Depuis quelques années, les propriétaires d’animaux de compagnie font également plus d’efforts pour assurer le bien-être de leurs compagnons à quatre pattes. Un plus grand nombre d’animaux fréquente régulièrement les cliniques vétérinaires, non seulement lorsqu’ils sont malades, mais aussi dans le cadre de traitements préventifs, et ils recevront éventuellement un traitement antibiotique. Les antimicrobiens d’importance critique sont également plus susceptibles d’être prescrits aux animaux de compagnie qu’à d’autres espèces 14.
Pour toutes ces raisons, il est essentiel d’inclure les animaux de compagnie dans les études portant sur la RAM.
Nancy De Briyne
Les quelques études qui se sont penchées sur les taux de résistance des bactéries isolées chez les animaux de compagnie donnent des résultats différents. La plupart de ces publications sont basées sur des analyses diagnostiques en laboratoire, mais il faut reconnaître que les résultats issus de ces laboratoires sont pour la plupart des scénarios « du pire », car ils sont souvent obtenus après échec du traitement. Les traitements réussis ont tendance à ne pas passer par le laboratoire 9. Certaines études montrent une tendance à l’augmentation des résistances, tandis que d’autres font état de résistances accrues envers certaines classes d’antibiotiques, ce qui peut éventuellement s’expliquer quand certains antimicrobiens sont plus utilisés que d’autres 15. Par exemple, une étude de 2014 portant sur 14 555 isolats cliniques de Staphylococcus intermedius provenant de chiens et de chats au Royaume-Uni a identifié une résistance croissante à des antimicrobiens importants et a confirmé l’émergence de Staphylococcus pseudintermedius résistant à la méthicilline (SPRM) dans des cas cliniques 16. Une étude menée à Singapour a analysé des échantillons diagnostiques recueillis dans une clinique pour petits animaux entre 2014 et 2016, et a isolé 359 espèces bactériennes, dont 186 étaient zoonotiques 17 ; sur les 359 bactéries, 45 % étaient multirésistantes aux médicaments et 18 % étaient des espèces résistantes aux bêta-lactamases à spectre large. Une autre étude, menée en Belgique, en Italie et aux Pays-Bas, a collecté 303 échantillons et déterminé les profils de résistance de 282 isolats d’Escherichia coli ; et elle a constaté que la bactérie était résistante à au moins un antibiotique dans 27 % des isolats 18.

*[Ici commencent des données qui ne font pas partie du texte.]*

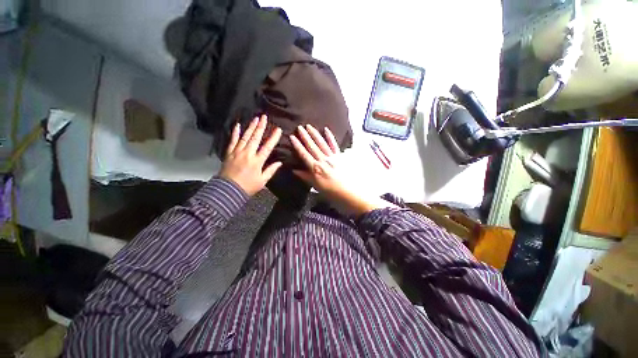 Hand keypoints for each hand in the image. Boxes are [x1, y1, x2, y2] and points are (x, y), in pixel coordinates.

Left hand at [219, 115, 282, 195]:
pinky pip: (232, 141)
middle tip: (264, 117)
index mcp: (257, 161)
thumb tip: (279, 162)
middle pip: (255, 138)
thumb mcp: (262, 181)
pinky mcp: (229, 153)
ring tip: (255, 118)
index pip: (267, 147)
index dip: (273, 138)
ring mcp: (237, 152)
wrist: (228, 190)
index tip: (278, 129)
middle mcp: (248, 154)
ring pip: (245, 137)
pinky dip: (235, 133)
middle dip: (260, 127)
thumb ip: (271, 170)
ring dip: (250, 127)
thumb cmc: (248, 187)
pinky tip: (237, 125)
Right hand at [290, 124, 394, 215]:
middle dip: (305, 137)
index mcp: (316, 168)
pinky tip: (326, 130)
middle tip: (299, 127)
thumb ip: (306, 177)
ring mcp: (332, 157)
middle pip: (313, 147)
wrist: (350, 193)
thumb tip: (294, 170)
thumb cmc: (332, 192)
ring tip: (309, 126)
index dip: (298, 146)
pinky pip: (334, 145)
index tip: (292, 137)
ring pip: (322, 144)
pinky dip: (330, 137)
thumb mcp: (316, 186)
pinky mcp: (340, 156)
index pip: (304, 155)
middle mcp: (323, 160)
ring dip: (315, 134) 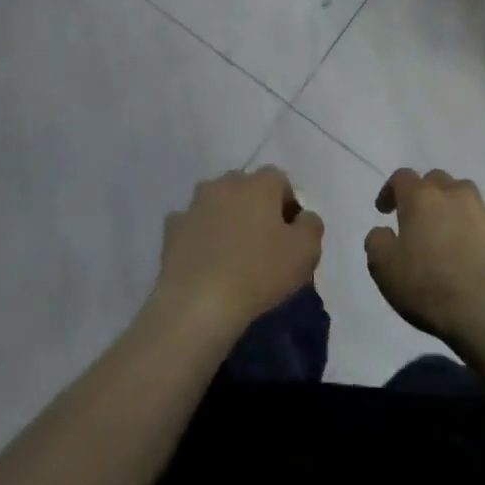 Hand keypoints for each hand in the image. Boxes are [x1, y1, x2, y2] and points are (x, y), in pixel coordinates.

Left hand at [155, 166, 322, 335]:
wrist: (198, 303)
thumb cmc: (259, 273)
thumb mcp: (306, 252)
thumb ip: (311, 225)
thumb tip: (303, 216)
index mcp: (259, 184)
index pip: (280, 180)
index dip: (287, 204)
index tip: (290, 235)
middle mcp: (225, 184)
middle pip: (246, 187)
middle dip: (255, 207)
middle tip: (263, 242)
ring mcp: (194, 204)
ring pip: (217, 203)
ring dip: (226, 218)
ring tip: (232, 254)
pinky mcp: (172, 228)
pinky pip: (193, 225)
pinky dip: (200, 236)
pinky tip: (206, 262)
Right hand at [365, 168, 484, 346]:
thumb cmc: (427, 286)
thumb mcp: (383, 268)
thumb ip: (377, 241)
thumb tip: (384, 232)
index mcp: (420, 198)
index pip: (402, 177)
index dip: (390, 191)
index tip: (384, 211)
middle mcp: (453, 194)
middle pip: (436, 179)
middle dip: (425, 194)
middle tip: (418, 219)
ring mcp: (484, 211)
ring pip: (466, 195)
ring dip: (454, 206)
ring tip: (449, 230)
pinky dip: (478, 227)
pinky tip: (475, 248)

En examinant les raisons pour lesquelles les antimicrobiens sont utilisés chez les chiens et les chats, une étude européenne a montré que les indications les plus courantes de prescription d’antibiotiques pour les chiens sont les affections cutanées (blessures, dermatites, pyodermites), les otites, les infections urogénitales, les problèmes respiratoires, les maladies gastro-intestinales et dentaires 19. Pour les chats, les cas les plus courants d’utilisation d’antimicrobiens étaient les maladies de la peau (blessures, abcès, dermatites), les affections respiratoires, les troubles des voies urinaires et les problèmes parodontaux. La situation est similaire dans d’autres pays et des études ont montré que l’utilisation des antibiotiques peut être réduite pour plusieurs de ces indications. Par exemple, les antibiotiques peuvent ne pas être indiqués dans de nombreux cas de maladies du bas appareil urinaire chez le chat.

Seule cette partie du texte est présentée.